Data excerpts:
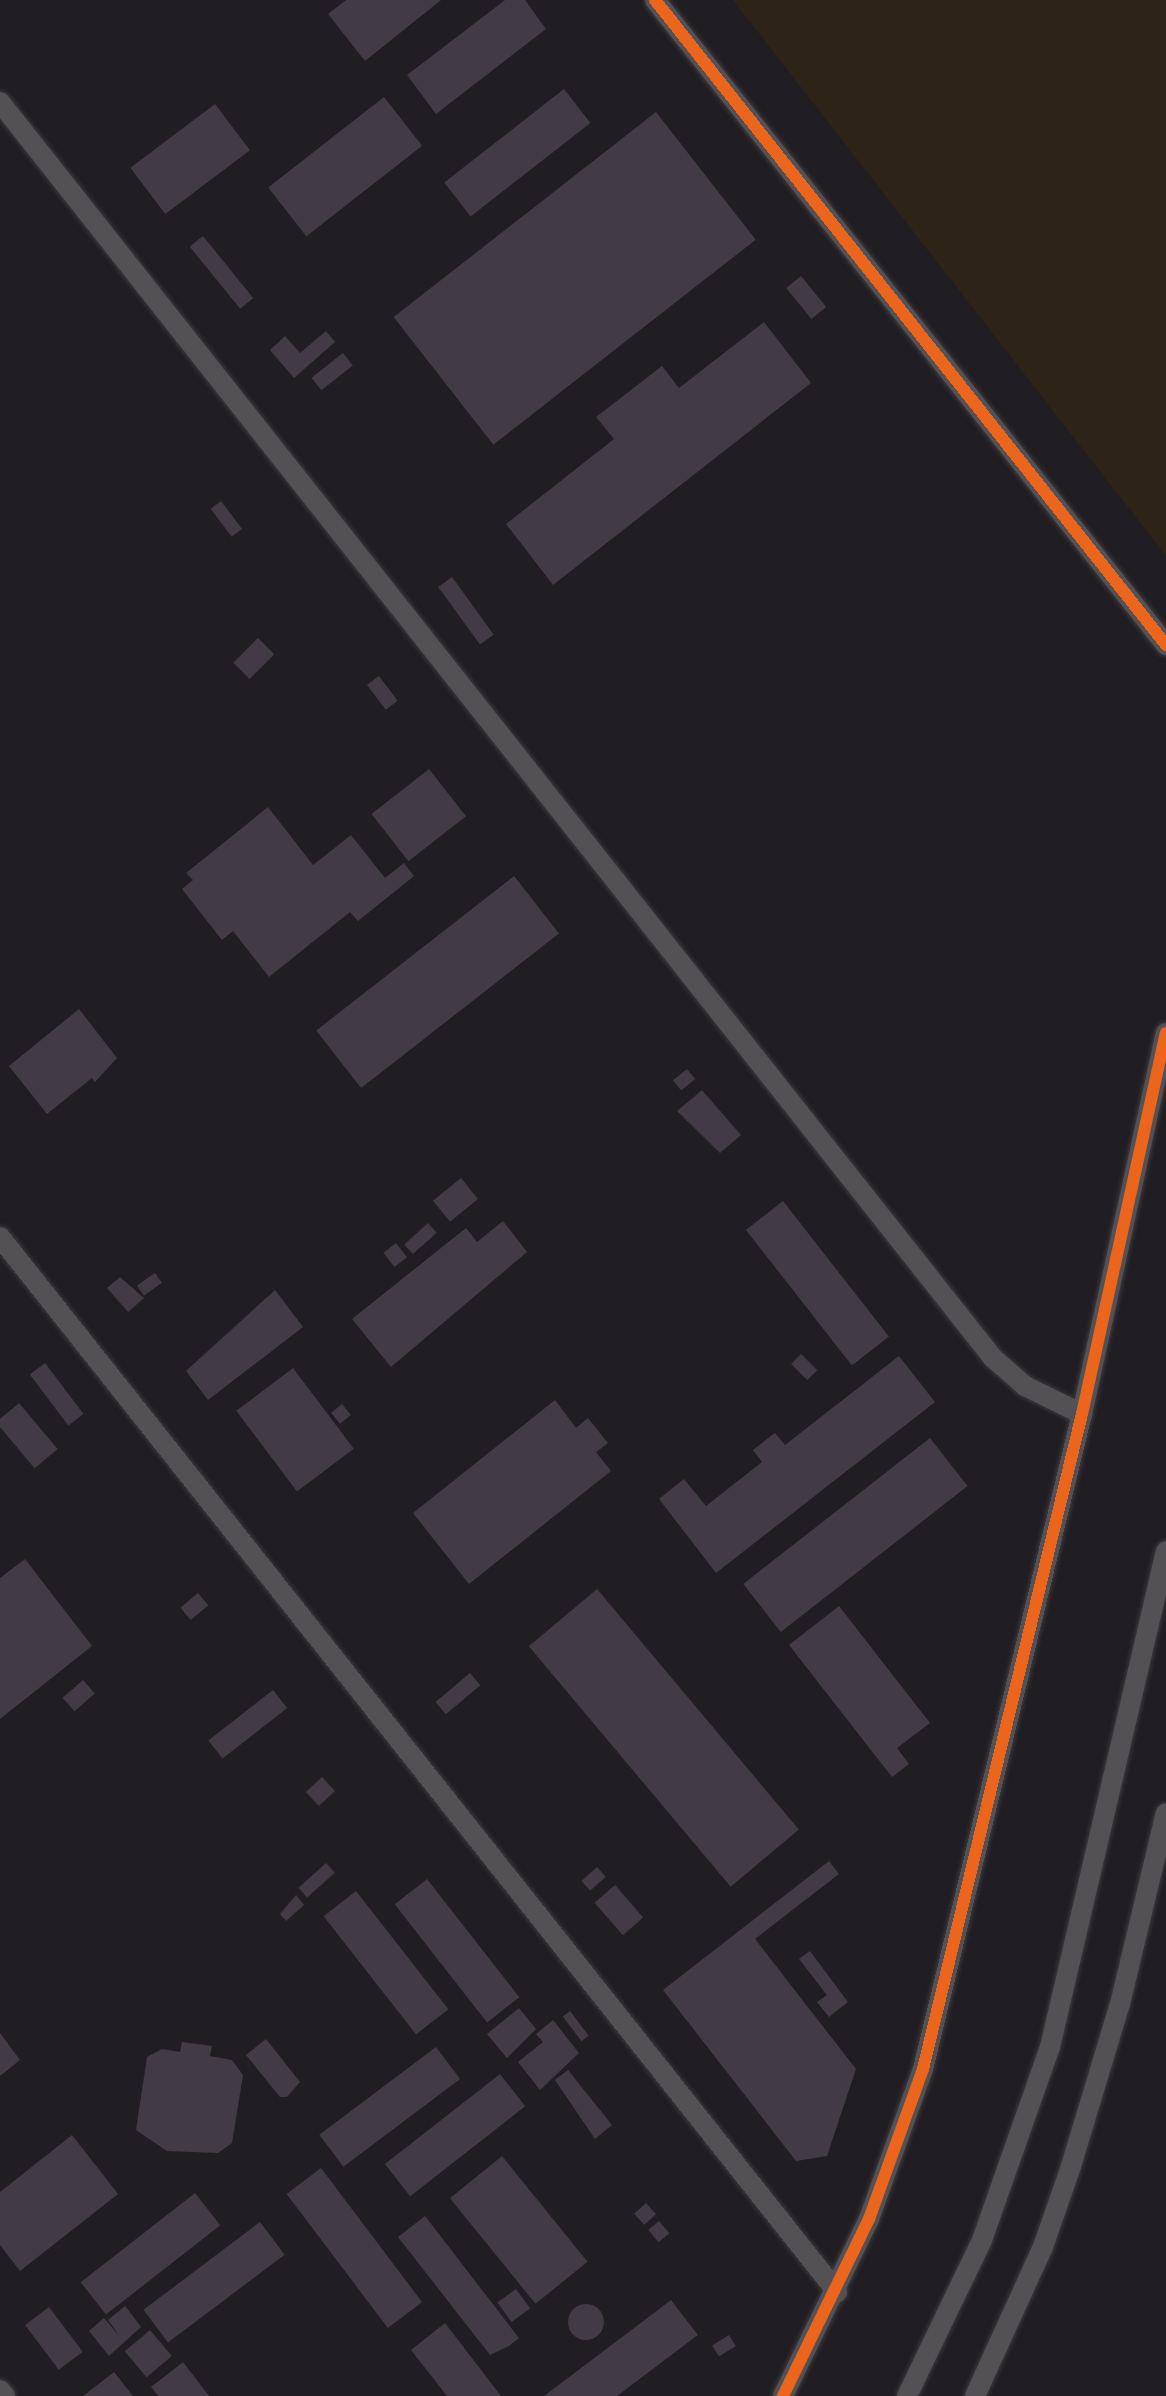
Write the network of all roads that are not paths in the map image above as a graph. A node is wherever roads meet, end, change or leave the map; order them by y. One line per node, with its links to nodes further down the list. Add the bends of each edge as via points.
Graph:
1 (655, 0): 3 (street)
2 (0, 102): 6 (street, via 993,1358 1034,1392)
3 (1166, 645)
4 (1166, 1032): 6 (street)
5 (0, 1237): 9 (street)
6 (1082, 1414): 9 (street, via 928,2050 898,2145)
7 (1166, 1551): 13 (street, via 1050,2047 982,2240)
8 (1166, 1813): 14 (street, via 1072,2166 1044,2247)
9 (837, 2292): 12 (street)
10 (0, 2390): 11 (street)
11 (5, 2396)
12 (783, 2396)
13 (907, 2396)
14 (975, 2396)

Problem statement:
Hand back the data above exactly, leaving out all pictures.

Result for this task:
Write the network of all roads that are not paths in the map image above as a graph. A node is wherever roads meet, end, change or leave the map; order them by y. One line per node, with its links to nodes further down the list. Add the bends of each edge as via points.
Graph:
1 (655, 0): 3 (street)
2 (0, 102): 6 (street, via 993,1358 1034,1392)
3 (1166, 645)
4 (1166, 1032): 6 (street)
5 (0, 1237): 9 (street)
6 (1082, 1414): 9 (street, via 928,2050 898,2145)
7 (1166, 1551): 13 (street, via 1050,2047 982,2240)
8 (1166, 1813): 14 (street, via 1072,2166 1044,2247)
9 (837, 2292): 12 (street)
10 (0, 2390): 11 (street)
11 (5, 2396)
12 (783, 2396)
13 (907, 2396)
14 (975, 2396)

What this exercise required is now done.